The WMIC command is an interface to the WMI service, which manages operating system data. The Win32_DiskDrive class represents a physical disk drive as seen by the BIOS. The information, including the model and serial number, is read directly from the device's firmware, making it an authoritative hardware identifier. The /FORMAT:CSV switch tells WMIC to format its output with a comma between each property, making it perfect for the FOR /F command to parse.

Common Pitfalls and How to Solve Them

Problem: The System Has Multiple Hard Drives

The WMIC command lists all physical drives. The simple FOR /F loop shown in the capture example will correctly iterate through all of them, processing one per line. This is the desired behavior for inventory scripts.

Problem: Parsing the WMIC Output is Difficult

If you don't use the /FORMAT:CSV switch, parsing the default table format is very tricky because the variable number of spaces in the Model column breaks simple token-based parsing.

Solution: Always use /FORMAT:CSV when you need to parse WMIC output in a script. It makes the process predictable and reliable.

Problem: The Serial Number is Missing or Generic

Some storage devices, particularly certain brands of SSDs, NVMe drives, or external USB drives, may not correctly report a unique serial number. You might get a blank value or a generic string.

Solution: This is a limitation of the hardware's firmware, not the script. Your script should be written to handle this possibility, for example by reporting "N/A" if the serial number variable is empty.

Practical Example: A Drive Inventory Report Script

This script gathers key information about all physical drives in a system and saves it to a CSV file on the desktop, a perfect tool for system administrators.

@ECHO OFF
SETLOCAL
SET "REPORT_FILE=%USERPROFILE%\Desktop\Disk_Inventory.csv"

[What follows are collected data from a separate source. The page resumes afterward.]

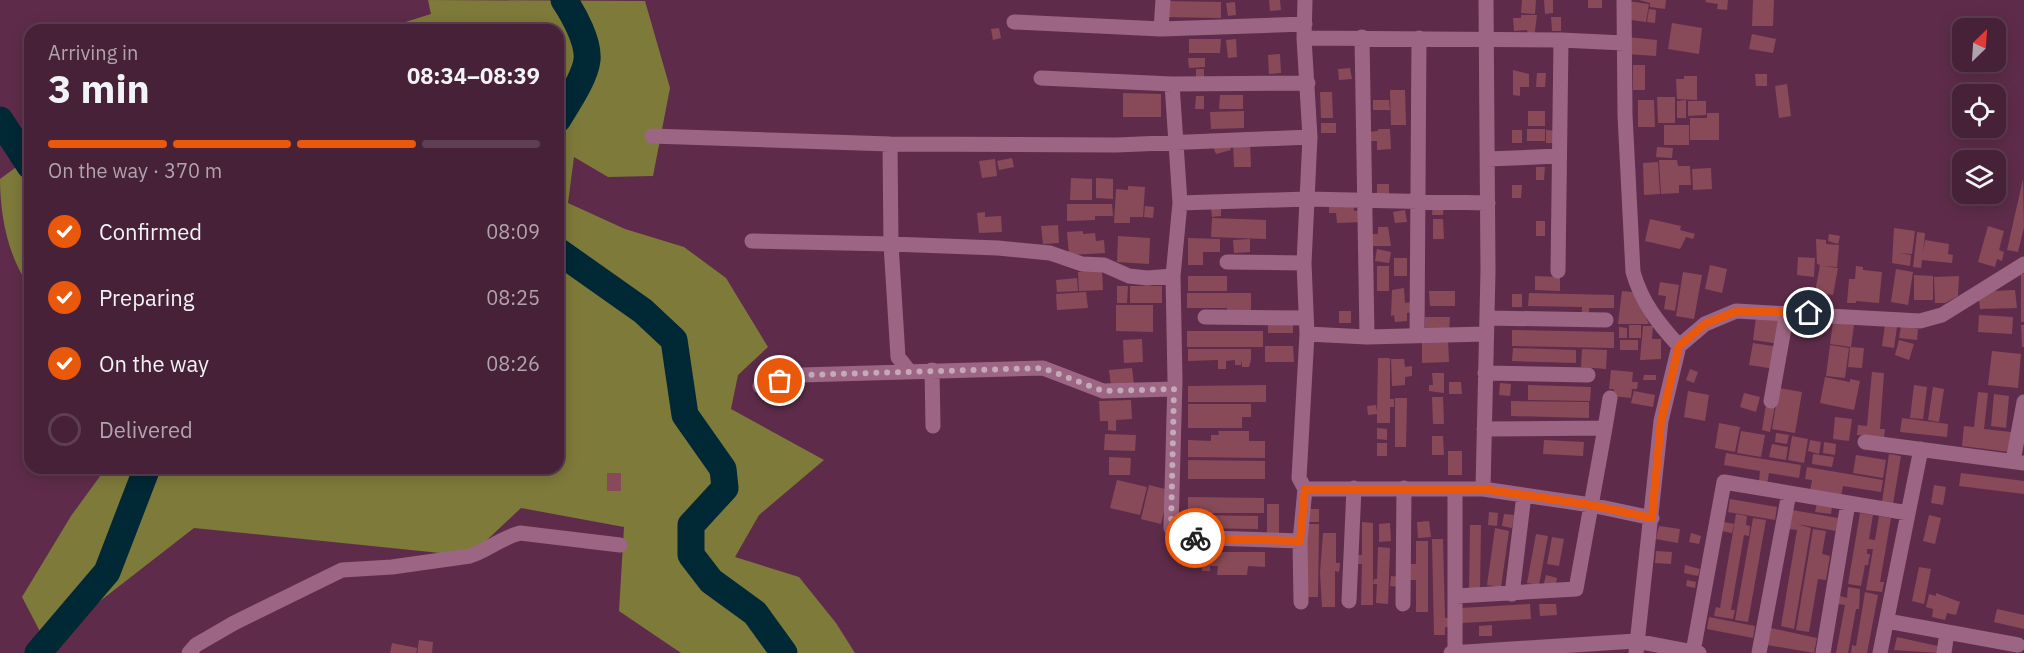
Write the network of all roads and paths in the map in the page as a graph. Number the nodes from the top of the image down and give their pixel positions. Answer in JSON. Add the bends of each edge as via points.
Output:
{"nodes":[{"id":1,"x":1163,"y":0,"type":"edge"},
{"id":2,"x":1305,"y":0,"type":"edge"},
{"id":3,"x":1486,"y":0,"type":"edge"},
{"id":4,"x":1624,"y":0,"type":"edge"},
{"id":5,"x":1014,"y":21,"type":"dead end"},
{"id":6,"x":1161,"y":29,"type":"junction"},
{"id":7,"x":1304,"y":31,"type":"junction"},
{"id":8,"x":1362,"y":37,"type":"junction"},
{"id":9,"x":1419,"y":38,"type":"junction"},
{"id":10,"x":1485,"y":40,"type":"junction"},
{"id":11,"x":1561,"y":40,"type":"junction"},
{"id":12,"x":1624,"y":44,"type":"junction"},
{"id":13,"x":1041,"y":78,"type":"dead end"},
{"id":14,"x":1308,"y":83,"type":"junction"},
{"id":15,"x":1172,"y":84,"type":"junction"},
{"id":16,"x":652,"y":136,"type":"dead end"},
{"id":17,"x":1310,"y":137,"type":"junction"},
{"id":18,"x":1175,"y":143,"type":"junction"},
{"id":19,"x":890,"y":144,"type":"junction"},
{"id":20,"x":1559,"y":156,"type":"junction"},
{"id":21,"x":1488,"y":159,"type":"junction"},
{"id":22,"x":1307,"y":199,"type":"junction"},
{"id":23,"x":1365,"y":201,"type":"junction"},
{"id":24,"x":1419,"y":201,"type":"junction"},
{"id":25,"x":1180,"y":203,"type":"junction"},
{"id":26,"x":1488,"y":203,"type":"junction"},
{"id":27,"x":753,"y":241,"type":"dead end"},
{"id":28,"x":891,"y":244,"type":"junction"},
{"id":29,"x":1227,"y":262,"type":"dead end"},
{"id":30,"x":1304,"y":263,"type":"junction"},
{"id":31,"x":2024,"y":264,"type":"edge"},
{"id":32,"x":1558,"y":271,"type":"dead end"},
{"id":33,"x":1173,"y":276,"type":"junction"},
{"id":34,"x":1788,"y":312,"type":"junction"},
{"id":35,"x":1205,"y":317,"type":"dead end"},
{"id":36,"x":1306,"y":318,"type":"junction"},
{"id":37,"x":1606,"y":320,"type":"dead end"},
{"id":38,"x":1487,"y":326,"type":"junction"},
{"id":39,"x":1307,"y":334,"type":"junction"},
{"id":40,"x":1417,"y":335,"type":"junction"},
{"id":41,"x":1367,"y":337,"type":"junction"},
{"id":42,"x":1679,"y":346,"type":"junction"},
{"id":43,"x":932,"y":370,"type":"junction"},
{"id":44,"x":909,"y":371,"type":"junction"},
{"id":45,"x":1485,"y":373,"type":"junction"},
{"id":46,"x":1588,"y":375,"type":"dead end"},
{"id":47,"x":760,"y":387,"type":"dead end"},
{"id":48,"x":1174,"y":389,"type":"junction"},
{"id":49,"x":1610,"y":398,"type":"dead end"},
{"id":50,"x":1771,"y":401,"type":"dead end"},
{"id":51,"x":2024,"y":402,"type":"edge"},
{"id":52,"x":933,"y":426,"type":"dead end"},
{"id":53,"x":1605,"y":428,"type":"junction"},
{"id":54,"x":1484,"y":429,"type":"junction"},
{"id":55,"x":1865,"y":442,"type":"dead end"},
{"id":56,"x":1921,"y":449,"type":"junction"},
{"id":57,"x":2019,"y":462,"type":"edge"},
{"id":58,"x":1354,"y":488,"type":"junction"},
{"id":59,"x":1404,"y":488,"type":"junction"},
{"id":60,"x":1305,"y":489,"type":"junction"},
{"id":61,"x":1455,"y":489,"type":"junction"},
{"id":62,"x":1483,"y":489,"type":"junction"},
{"id":63,"x":1789,"y":493,"type":"junction"},
{"id":64,"x":1524,"y":495,"type":"junction"},
{"id":65,"x":1848,"y":503,"type":"junction"},
{"id":66,"x":1591,"y":505,"type":"junction"},
{"id":67,"x":1908,"y":513,"type":"junction"},
{"id":68,"x":1652,"y":518,"type":"junction"},
{"id":69,"x":1300,"y":541,"type":"junction"},
{"id":70,"x":620,"y":544,"type":"dead end"},
{"id":71,"x":1512,"y":594,"type":"junction"},
{"id":72,"x":1456,"y":596,"type":"junction"},
{"id":73,"x":1349,"y":601,"type":"dead end"},
{"id":74,"x":1301,"y":602,"type":"dead end"},
{"id":75,"x":1403,"y":604,"type":"dead end"},
{"id":76,"x":1887,"y":621,"type":"junction"},
{"id":77,"x":1947,"y":632,"type":"junction"},
{"id":78,"x":1636,"y":647,"type":"edge"},
{"id":79,"x":2008,"y":647,"type":"edge"},
{"id":80,"x":1477,"y":651,"type":"edge"},
{"id":81,"x":1453,"y":652,"type":"edge"},
{"id":82,"x":1696,"y":652,"type":"edge"},
{"id":83,"x":189,"y":653,"type":"edge"},
{"id":84,"x":1759,"y":653,"type":"edge"},
{"id":85,"x":1823,"y":653,"type":"edge"},
{"id":86,"x":1880,"y":653,"type":"edge"},
{"id":87,"x":1944,"y":653,"type":"edge"}],
"edges":[{"from":1,"to":6,"type":"street"},
{"from":2,"to":7,"type":"street"},
{"from":3,"to":10,"type":"street"},
{"from":4,"to":12,"type":"street"},
{"from":5,"to":6,"type":"street"},
{"from":6,"to":7,"type":"street"},
{"from":7,"to":8,"type":"street"},
{"from":7,"to":14,"type":"street"},
{"from":8,"to":9,"type":"street"},
{"from":8,"to":23,"type":"street"},
{"from":9,"to":10,"type":"street"},
{"from":9,"to":24,"type":"street"},
{"from":10,"to":11,"type":"street"},
{"from":10,"to":21,"type":"street"},
{"from":11,"to":12,"type":"street"},
{"from":11,"to":20,"type":"street"},
{"from":12,"to":42,"type":"street","via":[[1633,272],[1640,295],[1657,323]]},
{"from":13,"to":15,"type":"street"},
{"from":14,"to":15,"type":"street"},
{"from":14,"to":17,"type":"street"},
{"from":15,"to":18,"type":"street"},
{"from":16,"to":19,"type":"street"},
{"from":17,"to":18,"type":"street"},
{"from":17,"to":22,"type":"street"},
{"from":18,"to":19,"type":"street"},
{"from":18,"to":25,"type":"street"},
{"from":19,"to":28,"type":"street"},
{"from":20,"to":21,"type":"street"},
{"from":20,"to":32,"type":"street"},
{"from":21,"to":26,"type":"street"},
{"from":22,"to":23,"type":"street"},
{"from":22,"to":25,"type":"street"},
{"from":22,"to":30,"type":"street"},
{"from":23,"to":24,"type":"street"},
{"from":23,"to":41,"type":"street"},
{"from":24,"to":26,"type":"street"},
{"from":24,"to":40,"type":"street"},
{"from":25,"to":33,"type":"street"},
{"from":26,"to":38,"type":"street"},
{"from":27,"to":28,"type":"street"},
{"from":28,"to":33,"type":"street","via":[[1050,253],[1082,264],[1104,265],[1129,276]]},
{"from":28,"to":44,"type":"street","via":[[898,357]]},
{"from":29,"to":30,"type":"street"},
{"from":30,"to":36,"type":"street"},
{"from":31,"to":34,"type":"street","via":[[1942,315],[1920,321]]},
{"from":33,"to":48,"type":"street"},
{"from":34,"to":42,"type":"street","via":[[1737,311],[1705,324]]},
{"from":34,"to":50,"type":"street"},
{"from":35,"to":36,"type":"street"},
{"from":36,"to":39,"type":"street"},
{"from":37,"to":38,"type":"street"},
{"from":38,"to":40,"type":"street"},
{"from":38,"to":45,"type":"street"},
{"from":39,"to":41,"type":"street"},
{"from":39,"to":60,"type":"street","via":[[1299,478]]},
{"from":40,"to":41,"type":"street"},
{"from":42,"to":68,"type":"street","via":[[1661,421]]},
{"from":43,"to":44,"type":"street"},
{"from":43,"to":48,"type":"street","via":[[1043,368],[1103,391]]},
{"from":43,"to":52,"type":"street"},
{"from":44,"to":47,"type":"street","via":[[801,375]]},
{"from":45,"to":46,"type":"street"},
{"from":45,"to":54,"type":"street"},
{"from":48,"to":69,"type":"street","via":[[1173,534]]},
{"from":49,"to":53,"type":"street"},
{"from":51,"to":57,"type":"street"},
{"from":53,"to":54,"type":"street"},
{"from":53,"to":66,"type":"street"},
{"from":54,"to":62,"type":"street"},
{"from":55,"to":56,"type":"street"},
{"from":56,"to":57,"type":"street"},
{"from":56,"to":67,"type":"street"},
{"from":58,"to":59,"type":"street"},
{"from":58,"to":60,"type":"street"},
{"from":58,"to":73,"type":"street"},
{"from":59,"to":61,"type":"street"},
{"from":59,"to":75,"type":"street"},
{"from":60,"to":69,"type":"street"},
{"from":61,"to":62,"type":"street"},
{"from":61,"to":72,"type":"street"},
{"from":62,"to":64,"type":"street"},
{"from":63,"to":65,"type":"street"},
{"from":63,"to":82,"type":"street","via":[[1724,482]]},
{"from":63,"to":84,"type":"street"},
{"from":64,"to":66,"type":"street"},
{"from":64,"to":71,"type":"street"},
{"from":65,"to":67,"type":"street"},
{"from":65,"to":85,"type":"street"},
{"from":66,"to":68,"type":"street"},
{"from":66,"to":71,"type":"street","via":[[1576,590]]},
{"from":67,"to":76,"type":"street"},
{"from":68,"to":78,"type":"street"},
{"from":69,"to":74,"type":"street"},
{"from":70,"to":83,"type":"street","via":[[520,533],[470,556],[342,570],[234,623]]},
{"from":71,"to":72,"type":"street"},
{"from":72,"to":81,"type":"street"},
{"from":76,"to":77,"type":"street"},
{"from":76,"to":86,"type":"street"},
{"from":77,"to":79,"type":"street"},
{"from":77,"to":87,"type":"street"},
{"from":78,"to":80,"type":"street"},
{"from":78,"to":82,"type":"street"},
{"from":80,"to":81,"type":"street"}]}
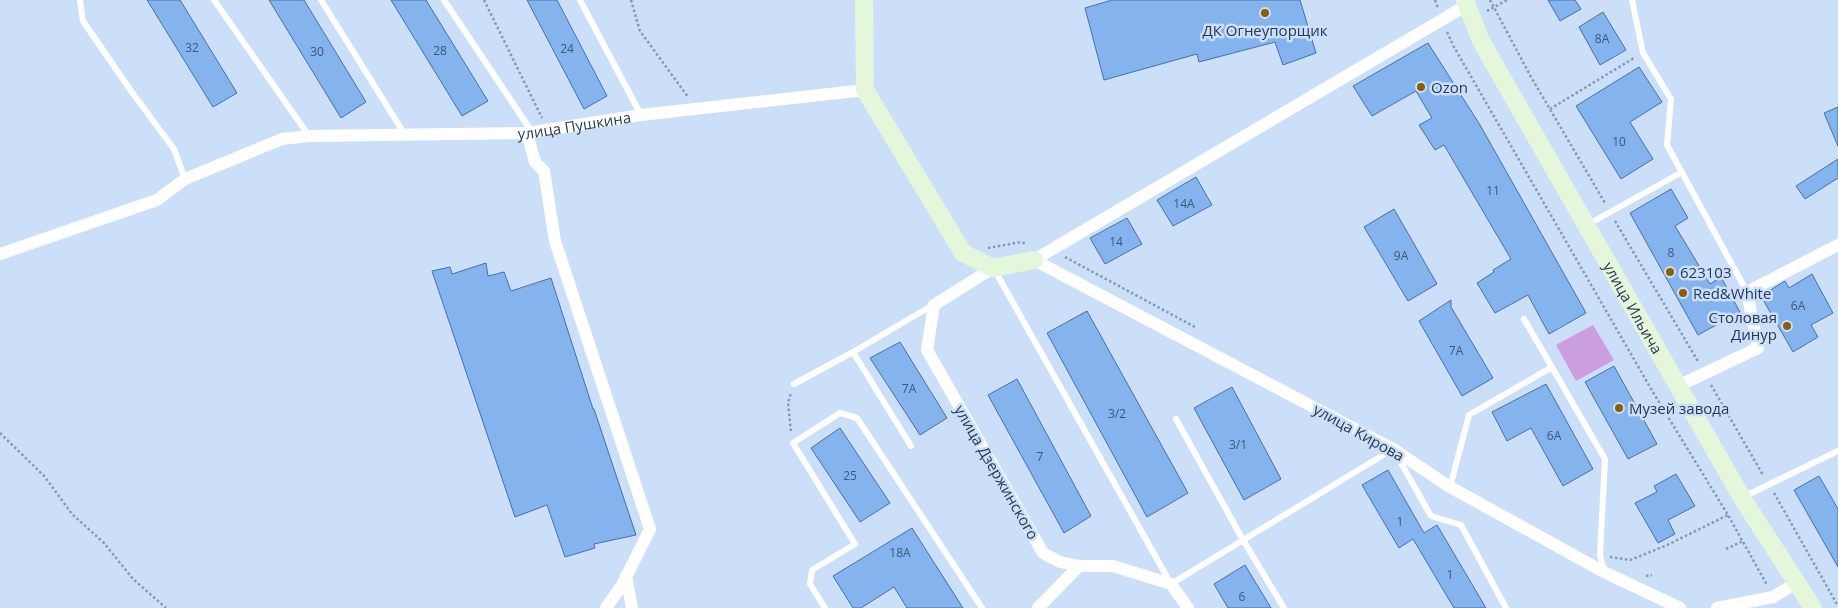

ECHO --- Disk Inventory Script ---
ECHO Creating report at: "%REPORT_FILE%"

REM Create the CSV header
(ECHO "Index","Model","SerialNumber","Size_GB") > "%REPORT_FILE%"

REM Get the data from WMIC in CSV format and append to our report file.
REM 'skip=1' ignores the WMIC header. 'tokens=2-5' grabs the 4 data columns.
FOR /F "skip=1 tokens=2,3,4,5 delims=," %%I IN (
'WMIC DISKDRIVE GET Index,Model,SerialNumber,Size /FORMAT:CSV'
) DO (
SET "Index=%%I"
SET "Model=%%J"
SET "Serial=%%K"
SET "SizeBytes=%%L"

REM Convert bytes to GB inside PowerShell for 64-bit math
FOR /F %%G IN ('powershell -Command "!SizeBytes! / 1GB"') DO SET "SizeGB=%%G"

ECHO "!Index!","!Model!","!Serial!","!SizeGB!" >> "%REPORT_FILE%"
)

ECHO.
ECHO --- Report Complete ---
START "" "%REPORT_FILE%"
ENDLOCAL

Conclusion

The WMIC DISKDRIVE command is the standard, built-in, and most reliable method for retrieving hardware information about physical storage devices.

Key takeaways:

  • Use WMIC DISKDRIVE GET Model,SerialNumber to query for drive information.
  • For scripting, always use the /FORMAT:CSV switch. This makes parsing the output with a FOR /F loop trivial and reliable.
  • Be prepared for some devices not to report a unique serial number; this is a hardware limitation.
  • This command can be extended to query remote machines (/NODE:"hostname") for powerful network-wide inventory.